• EXERCISE DESCRIPTION: Go through the data below and copy each line where the word "Unity" occurs.

========================================================================

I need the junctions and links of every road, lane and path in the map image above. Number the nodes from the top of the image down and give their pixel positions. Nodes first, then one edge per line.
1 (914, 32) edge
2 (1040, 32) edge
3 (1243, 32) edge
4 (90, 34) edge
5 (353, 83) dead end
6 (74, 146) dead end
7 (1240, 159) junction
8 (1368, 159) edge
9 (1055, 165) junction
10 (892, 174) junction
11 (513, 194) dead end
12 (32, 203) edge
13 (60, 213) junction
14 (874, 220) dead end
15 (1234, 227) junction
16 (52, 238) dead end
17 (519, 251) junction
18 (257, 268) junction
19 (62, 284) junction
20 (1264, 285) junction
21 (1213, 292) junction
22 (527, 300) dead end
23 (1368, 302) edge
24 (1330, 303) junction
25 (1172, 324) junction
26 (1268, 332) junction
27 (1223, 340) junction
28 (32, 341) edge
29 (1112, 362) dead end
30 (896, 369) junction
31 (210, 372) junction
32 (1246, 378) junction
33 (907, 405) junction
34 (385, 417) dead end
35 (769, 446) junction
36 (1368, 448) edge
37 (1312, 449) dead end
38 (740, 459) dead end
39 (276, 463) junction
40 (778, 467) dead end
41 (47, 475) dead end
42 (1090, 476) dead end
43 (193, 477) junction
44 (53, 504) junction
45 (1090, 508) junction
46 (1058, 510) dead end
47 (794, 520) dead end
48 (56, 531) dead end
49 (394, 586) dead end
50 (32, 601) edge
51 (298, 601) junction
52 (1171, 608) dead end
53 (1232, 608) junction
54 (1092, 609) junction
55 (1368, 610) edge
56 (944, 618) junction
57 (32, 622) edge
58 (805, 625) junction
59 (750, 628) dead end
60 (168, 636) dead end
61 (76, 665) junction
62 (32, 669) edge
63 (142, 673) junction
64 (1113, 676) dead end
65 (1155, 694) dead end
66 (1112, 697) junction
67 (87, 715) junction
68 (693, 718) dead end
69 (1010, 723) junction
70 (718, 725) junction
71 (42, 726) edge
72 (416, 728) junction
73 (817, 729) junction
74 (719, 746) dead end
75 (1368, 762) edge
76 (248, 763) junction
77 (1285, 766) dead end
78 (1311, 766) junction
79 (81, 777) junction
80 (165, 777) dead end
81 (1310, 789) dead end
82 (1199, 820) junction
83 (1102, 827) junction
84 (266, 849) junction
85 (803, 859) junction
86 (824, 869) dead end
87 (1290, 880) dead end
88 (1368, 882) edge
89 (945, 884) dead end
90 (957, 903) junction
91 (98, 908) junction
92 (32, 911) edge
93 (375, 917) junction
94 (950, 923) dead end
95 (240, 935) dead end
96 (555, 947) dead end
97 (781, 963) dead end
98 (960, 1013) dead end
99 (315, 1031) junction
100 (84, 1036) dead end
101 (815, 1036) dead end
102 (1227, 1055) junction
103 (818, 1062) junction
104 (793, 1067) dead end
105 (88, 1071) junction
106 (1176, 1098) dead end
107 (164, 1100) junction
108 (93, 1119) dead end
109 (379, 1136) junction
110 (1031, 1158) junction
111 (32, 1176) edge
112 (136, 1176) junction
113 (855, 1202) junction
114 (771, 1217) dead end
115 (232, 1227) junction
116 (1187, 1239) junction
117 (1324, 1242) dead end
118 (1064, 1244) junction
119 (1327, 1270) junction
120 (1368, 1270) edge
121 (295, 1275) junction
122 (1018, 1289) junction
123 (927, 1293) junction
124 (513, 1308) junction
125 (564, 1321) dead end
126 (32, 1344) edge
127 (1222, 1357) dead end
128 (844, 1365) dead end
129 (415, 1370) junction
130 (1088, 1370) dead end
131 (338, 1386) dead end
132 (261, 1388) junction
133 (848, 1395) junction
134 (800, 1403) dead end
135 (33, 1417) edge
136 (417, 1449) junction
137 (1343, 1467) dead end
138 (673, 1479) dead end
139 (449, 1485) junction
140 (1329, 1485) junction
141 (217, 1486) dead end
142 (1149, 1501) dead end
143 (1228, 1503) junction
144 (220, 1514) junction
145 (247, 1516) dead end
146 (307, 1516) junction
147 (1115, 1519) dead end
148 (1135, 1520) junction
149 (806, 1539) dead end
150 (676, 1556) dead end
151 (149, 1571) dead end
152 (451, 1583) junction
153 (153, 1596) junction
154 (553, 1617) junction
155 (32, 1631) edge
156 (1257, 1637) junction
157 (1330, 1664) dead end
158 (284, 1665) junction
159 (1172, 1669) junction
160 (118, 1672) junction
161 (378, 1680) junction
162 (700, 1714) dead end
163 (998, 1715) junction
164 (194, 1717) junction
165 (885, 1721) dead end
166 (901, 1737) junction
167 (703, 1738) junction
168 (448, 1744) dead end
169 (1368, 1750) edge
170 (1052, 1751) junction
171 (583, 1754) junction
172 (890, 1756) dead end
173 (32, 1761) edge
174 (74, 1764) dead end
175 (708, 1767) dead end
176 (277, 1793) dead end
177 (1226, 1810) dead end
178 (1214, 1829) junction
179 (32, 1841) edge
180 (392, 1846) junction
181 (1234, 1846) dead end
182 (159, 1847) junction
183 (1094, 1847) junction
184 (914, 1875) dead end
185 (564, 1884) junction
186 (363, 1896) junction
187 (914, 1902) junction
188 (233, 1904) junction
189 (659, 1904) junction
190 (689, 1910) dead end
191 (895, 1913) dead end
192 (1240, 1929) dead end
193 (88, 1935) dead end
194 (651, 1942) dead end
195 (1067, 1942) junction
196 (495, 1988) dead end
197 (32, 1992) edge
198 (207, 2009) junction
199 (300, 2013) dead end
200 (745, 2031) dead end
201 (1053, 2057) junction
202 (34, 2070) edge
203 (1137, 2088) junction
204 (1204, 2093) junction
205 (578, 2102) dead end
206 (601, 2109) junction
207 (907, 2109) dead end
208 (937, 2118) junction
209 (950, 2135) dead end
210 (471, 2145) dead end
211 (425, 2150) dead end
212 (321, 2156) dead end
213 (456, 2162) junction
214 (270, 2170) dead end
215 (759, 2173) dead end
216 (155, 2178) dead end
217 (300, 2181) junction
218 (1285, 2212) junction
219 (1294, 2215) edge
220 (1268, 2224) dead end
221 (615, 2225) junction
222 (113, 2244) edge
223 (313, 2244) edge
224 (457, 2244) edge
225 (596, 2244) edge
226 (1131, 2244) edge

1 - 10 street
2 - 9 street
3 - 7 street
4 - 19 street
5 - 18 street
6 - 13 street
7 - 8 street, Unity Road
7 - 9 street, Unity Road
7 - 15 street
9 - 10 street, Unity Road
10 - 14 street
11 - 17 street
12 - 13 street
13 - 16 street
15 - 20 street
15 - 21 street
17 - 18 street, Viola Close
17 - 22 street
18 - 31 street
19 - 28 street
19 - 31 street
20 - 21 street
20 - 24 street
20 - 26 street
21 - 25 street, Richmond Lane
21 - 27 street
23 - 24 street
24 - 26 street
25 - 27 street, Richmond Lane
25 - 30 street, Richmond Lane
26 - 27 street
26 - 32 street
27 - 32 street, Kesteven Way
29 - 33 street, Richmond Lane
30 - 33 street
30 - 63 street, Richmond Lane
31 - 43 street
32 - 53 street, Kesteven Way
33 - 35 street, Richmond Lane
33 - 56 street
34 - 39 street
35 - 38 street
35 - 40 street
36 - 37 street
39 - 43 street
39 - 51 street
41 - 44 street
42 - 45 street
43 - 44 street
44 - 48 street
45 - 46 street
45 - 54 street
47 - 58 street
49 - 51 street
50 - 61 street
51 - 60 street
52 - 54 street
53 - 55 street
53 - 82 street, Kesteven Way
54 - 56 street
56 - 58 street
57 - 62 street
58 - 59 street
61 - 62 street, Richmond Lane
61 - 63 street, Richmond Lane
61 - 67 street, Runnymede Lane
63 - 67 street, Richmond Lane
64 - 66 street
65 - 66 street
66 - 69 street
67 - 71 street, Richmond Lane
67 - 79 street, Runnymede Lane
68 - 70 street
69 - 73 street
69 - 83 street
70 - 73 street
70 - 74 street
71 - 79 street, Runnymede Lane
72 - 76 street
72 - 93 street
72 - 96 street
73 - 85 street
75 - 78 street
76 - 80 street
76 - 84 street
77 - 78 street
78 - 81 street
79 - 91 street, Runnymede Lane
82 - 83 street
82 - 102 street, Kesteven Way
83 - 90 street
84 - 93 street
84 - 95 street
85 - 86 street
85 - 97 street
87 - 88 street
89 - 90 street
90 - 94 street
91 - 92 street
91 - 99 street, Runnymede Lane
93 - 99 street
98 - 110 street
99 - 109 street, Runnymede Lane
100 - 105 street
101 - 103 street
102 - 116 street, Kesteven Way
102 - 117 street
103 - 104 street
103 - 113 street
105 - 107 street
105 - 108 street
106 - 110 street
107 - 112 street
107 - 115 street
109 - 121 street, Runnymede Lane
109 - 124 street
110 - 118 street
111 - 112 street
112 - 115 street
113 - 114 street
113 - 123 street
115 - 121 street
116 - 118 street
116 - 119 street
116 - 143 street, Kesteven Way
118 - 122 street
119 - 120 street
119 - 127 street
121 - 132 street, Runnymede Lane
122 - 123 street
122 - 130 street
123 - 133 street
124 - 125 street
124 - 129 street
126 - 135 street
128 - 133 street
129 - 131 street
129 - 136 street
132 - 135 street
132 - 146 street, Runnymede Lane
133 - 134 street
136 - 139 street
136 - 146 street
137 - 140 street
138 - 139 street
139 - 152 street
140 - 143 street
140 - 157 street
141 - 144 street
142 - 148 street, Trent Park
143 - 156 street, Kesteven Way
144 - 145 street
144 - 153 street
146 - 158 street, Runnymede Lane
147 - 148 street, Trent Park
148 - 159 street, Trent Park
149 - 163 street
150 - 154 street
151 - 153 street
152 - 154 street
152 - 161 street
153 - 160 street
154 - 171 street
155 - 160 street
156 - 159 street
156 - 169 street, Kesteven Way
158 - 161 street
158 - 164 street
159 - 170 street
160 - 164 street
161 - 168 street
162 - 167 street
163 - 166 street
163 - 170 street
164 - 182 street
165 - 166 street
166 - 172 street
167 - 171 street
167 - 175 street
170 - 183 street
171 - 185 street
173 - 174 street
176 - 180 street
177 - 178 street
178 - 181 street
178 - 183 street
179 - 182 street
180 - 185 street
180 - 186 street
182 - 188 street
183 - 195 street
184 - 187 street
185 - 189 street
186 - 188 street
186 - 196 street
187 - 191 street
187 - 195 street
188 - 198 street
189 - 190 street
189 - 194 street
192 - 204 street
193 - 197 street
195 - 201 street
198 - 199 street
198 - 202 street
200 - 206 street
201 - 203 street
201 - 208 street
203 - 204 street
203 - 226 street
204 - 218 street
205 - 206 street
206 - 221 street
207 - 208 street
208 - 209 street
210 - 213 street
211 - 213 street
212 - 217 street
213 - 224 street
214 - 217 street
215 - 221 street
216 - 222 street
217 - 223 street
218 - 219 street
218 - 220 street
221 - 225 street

========================================================================

• TASK RESPONSE:
7 - 8 street, Unity Road
7 - 9 street, Unity Road
9 - 10 street, Unity Road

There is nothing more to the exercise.